**Task:** Every picture is to be removed, and all the data is to be copied exactly.

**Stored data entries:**

┄┄┄┄┄┄┄┄┄┄┄┄┄┄┄┄┄┄┄┄

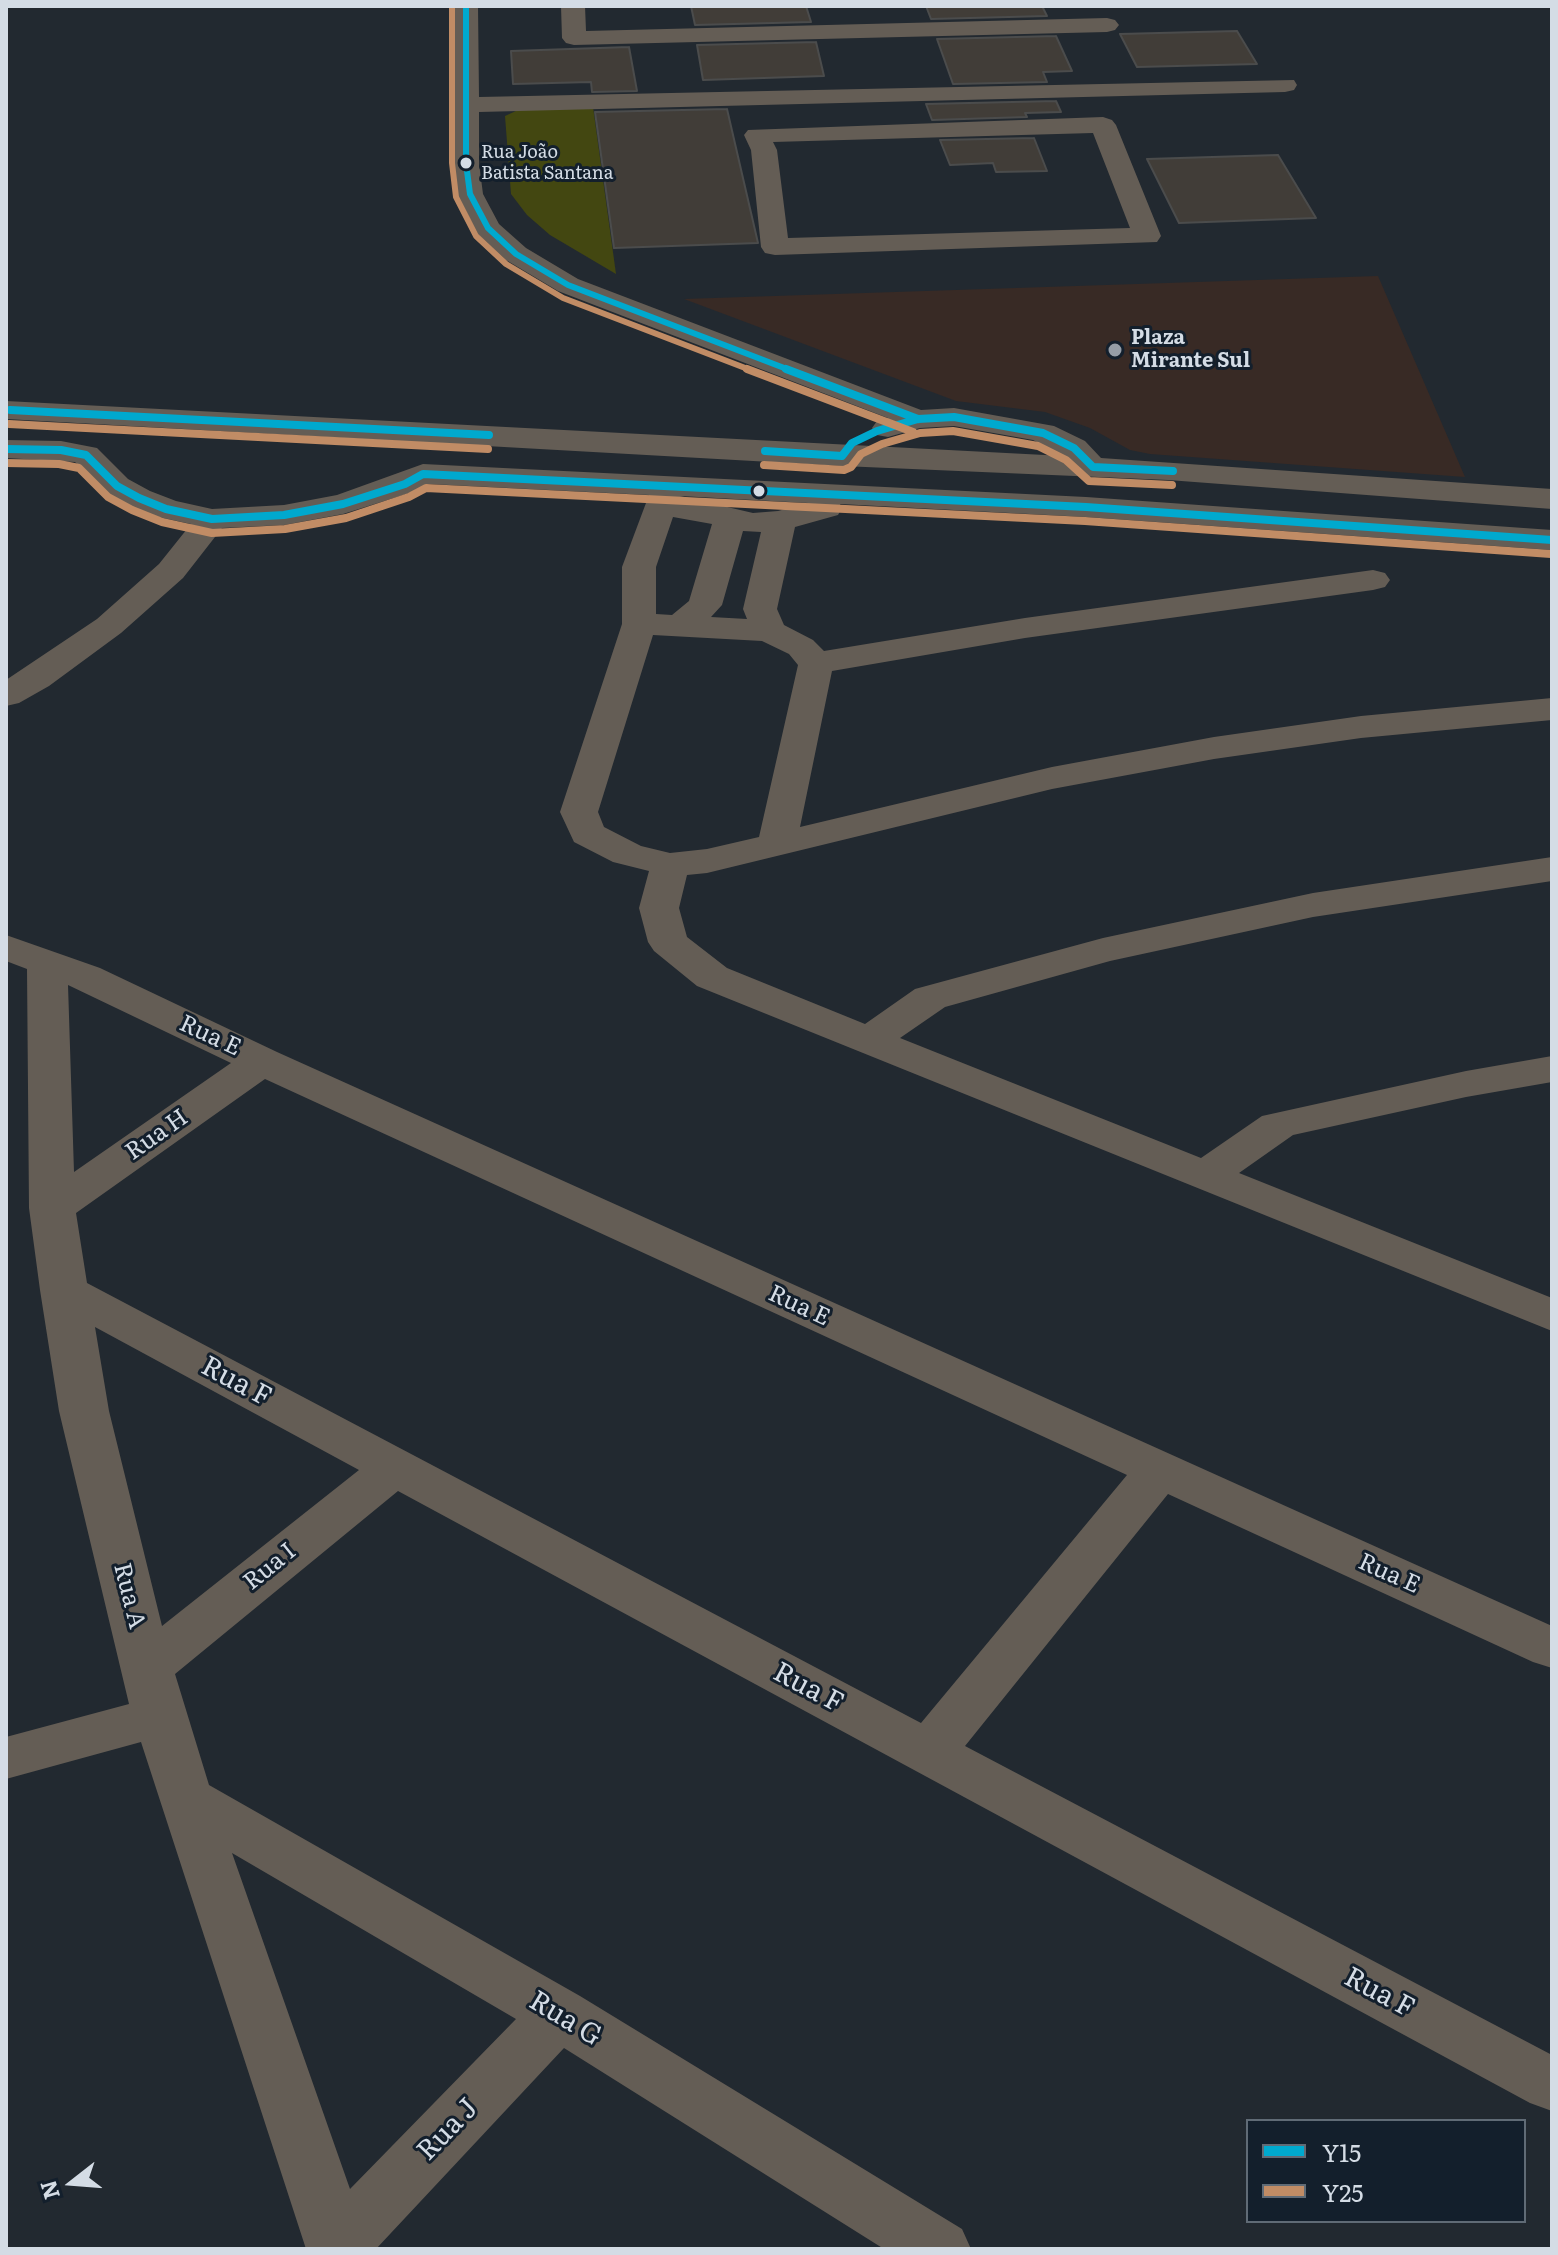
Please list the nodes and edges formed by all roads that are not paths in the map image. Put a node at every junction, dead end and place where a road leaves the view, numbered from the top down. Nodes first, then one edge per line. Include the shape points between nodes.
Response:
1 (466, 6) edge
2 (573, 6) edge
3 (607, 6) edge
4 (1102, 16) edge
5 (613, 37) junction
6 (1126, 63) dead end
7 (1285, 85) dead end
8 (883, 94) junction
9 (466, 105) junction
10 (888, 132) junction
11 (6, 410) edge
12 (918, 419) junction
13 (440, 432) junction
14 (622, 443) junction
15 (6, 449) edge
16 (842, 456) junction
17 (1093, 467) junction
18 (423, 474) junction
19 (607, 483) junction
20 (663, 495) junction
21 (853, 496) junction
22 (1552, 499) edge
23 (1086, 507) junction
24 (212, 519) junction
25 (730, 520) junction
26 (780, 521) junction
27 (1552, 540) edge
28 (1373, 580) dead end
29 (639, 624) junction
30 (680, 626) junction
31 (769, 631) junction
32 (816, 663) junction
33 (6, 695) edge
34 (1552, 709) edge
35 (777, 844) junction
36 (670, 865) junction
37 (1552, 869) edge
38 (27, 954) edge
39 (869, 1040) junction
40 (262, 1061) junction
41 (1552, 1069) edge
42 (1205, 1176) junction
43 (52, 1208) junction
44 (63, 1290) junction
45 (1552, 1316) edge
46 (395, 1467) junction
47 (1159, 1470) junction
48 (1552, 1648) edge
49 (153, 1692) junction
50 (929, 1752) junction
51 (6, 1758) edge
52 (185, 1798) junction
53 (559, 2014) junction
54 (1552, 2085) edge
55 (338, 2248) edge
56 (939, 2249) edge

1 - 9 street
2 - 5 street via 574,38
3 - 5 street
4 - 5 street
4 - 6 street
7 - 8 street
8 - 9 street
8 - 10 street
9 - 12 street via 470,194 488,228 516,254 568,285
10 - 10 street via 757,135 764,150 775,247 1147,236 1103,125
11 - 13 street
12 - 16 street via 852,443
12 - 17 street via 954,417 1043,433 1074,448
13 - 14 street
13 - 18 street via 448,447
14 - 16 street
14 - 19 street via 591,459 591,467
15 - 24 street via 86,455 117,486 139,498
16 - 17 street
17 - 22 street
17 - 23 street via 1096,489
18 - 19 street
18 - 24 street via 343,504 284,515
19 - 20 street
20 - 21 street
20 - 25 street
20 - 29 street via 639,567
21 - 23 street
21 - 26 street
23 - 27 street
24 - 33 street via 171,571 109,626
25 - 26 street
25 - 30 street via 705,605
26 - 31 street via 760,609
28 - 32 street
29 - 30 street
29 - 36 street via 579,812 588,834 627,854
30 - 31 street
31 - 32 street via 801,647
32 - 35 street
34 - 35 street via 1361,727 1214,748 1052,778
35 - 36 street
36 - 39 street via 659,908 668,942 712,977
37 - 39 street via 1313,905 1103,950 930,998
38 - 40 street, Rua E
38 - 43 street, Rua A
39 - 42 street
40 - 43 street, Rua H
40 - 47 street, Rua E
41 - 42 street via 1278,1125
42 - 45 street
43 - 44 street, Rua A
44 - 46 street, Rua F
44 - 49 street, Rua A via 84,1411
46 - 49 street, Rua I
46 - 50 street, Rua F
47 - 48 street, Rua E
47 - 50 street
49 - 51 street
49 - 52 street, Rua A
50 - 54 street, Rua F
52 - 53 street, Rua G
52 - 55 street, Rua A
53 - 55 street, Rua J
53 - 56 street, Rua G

┄┄┄┄┄┄┄┄┄┄┄┄┄┄┄┄┄┄┄┄

**Solution:**
Please list the nodes and edges formed by all roads that are not paths in the map image. Put a node at every junction, dead end and place where a road leaves the view, numbered from the top down. Nodes first, then one edge per line. Include the shape points between nodes.
Response:
1 (466, 6) edge
2 (573, 6) edge
3 (607, 6) edge
4 (1102, 16) edge
5 (613, 37) junction
6 (1126, 63) dead end
7 (1285, 85) dead end
8 (883, 94) junction
9 (466, 105) junction
10 (888, 132) junction
11 (6, 410) edge
12 (918, 419) junction
13 (440, 432) junction
14 (622, 443) junction
15 (6, 449) edge
16 (842, 456) junction
17 (1093, 467) junction
18 (423, 474) junction
19 (607, 483) junction
20 (663, 495) junction
21 (853, 496) junction
22 (1552, 499) edge
23 (1086, 507) junction
24 (212, 519) junction
25 (730, 520) junction
26 (780, 521) junction
27 (1552, 540) edge
28 (1373, 580) dead end
29 (639, 624) junction
30 (680, 626) junction
31 (769, 631) junction
32 (816, 663) junction
33 (6, 695) edge
34 (1552, 709) edge
35 (777, 844) junction
36 (670, 865) junction
37 (1552, 869) edge
38 (27, 954) edge
39 (869, 1040) junction
40 (262, 1061) junction
41 (1552, 1069) edge
42 (1205, 1176) junction
43 (52, 1208) junction
44 (63, 1290) junction
45 (1552, 1316) edge
46 (395, 1467) junction
47 (1159, 1470) junction
48 (1552, 1648) edge
49 (153, 1692) junction
50 (929, 1752) junction
51 (6, 1758) edge
52 (185, 1798) junction
53 (559, 2014) junction
54 (1552, 2085) edge
55 (338, 2248) edge
56 (939, 2249) edge

1 - 9 street
2 - 5 street via 574,38
3 - 5 street
4 - 5 street
4 - 6 street
7 - 8 street
8 - 9 street
8 - 10 street
9 - 12 street via 470,194 488,228 516,254 568,285
10 - 10 street via 757,135 764,150 775,247 1147,236 1103,125
11 - 13 street
12 - 16 street via 852,443
12 - 17 street via 954,417 1043,433 1074,448
13 - 14 street
13 - 18 street via 448,447
14 - 16 street
14 - 19 street via 591,459 591,467
15 - 24 street via 86,455 117,486 139,498
16 - 17 street
17 - 22 street
17 - 23 street via 1096,489
18 - 19 street
18 - 24 street via 343,504 284,515
19 - 20 street
20 - 21 street
20 - 25 street
20 - 29 street via 639,567
21 - 23 street
21 - 26 street
23 - 27 street
24 - 33 street via 171,571 109,626
25 - 26 street
25 - 30 street via 705,605
26 - 31 street via 760,609
28 - 32 street
29 - 30 street
29 - 36 street via 579,812 588,834 627,854
30 - 31 street
31 - 32 street via 801,647
32 - 35 street
34 - 35 street via 1361,727 1214,748 1052,778
35 - 36 street
36 - 39 street via 659,908 668,942 712,977
37 - 39 street via 1313,905 1103,950 930,998
38 - 40 street, Rua E
38 - 43 street, Rua A
39 - 42 street
40 - 43 street, Rua H
40 - 47 street, Rua E
41 - 42 street via 1278,1125
42 - 45 street
43 - 44 street, Rua A
44 - 46 street, Rua F
44 - 49 street, Rua A via 84,1411
46 - 49 street, Rua I
46 - 50 street, Rua F
47 - 48 street, Rua E
47 - 50 street
49 - 51 street
49 - 52 street, Rua A
50 - 54 street, Rua F
52 - 53 street, Rua G
52 - 55 street, Rua A
53 - 55 street, Rua J
53 - 56 street, Rua G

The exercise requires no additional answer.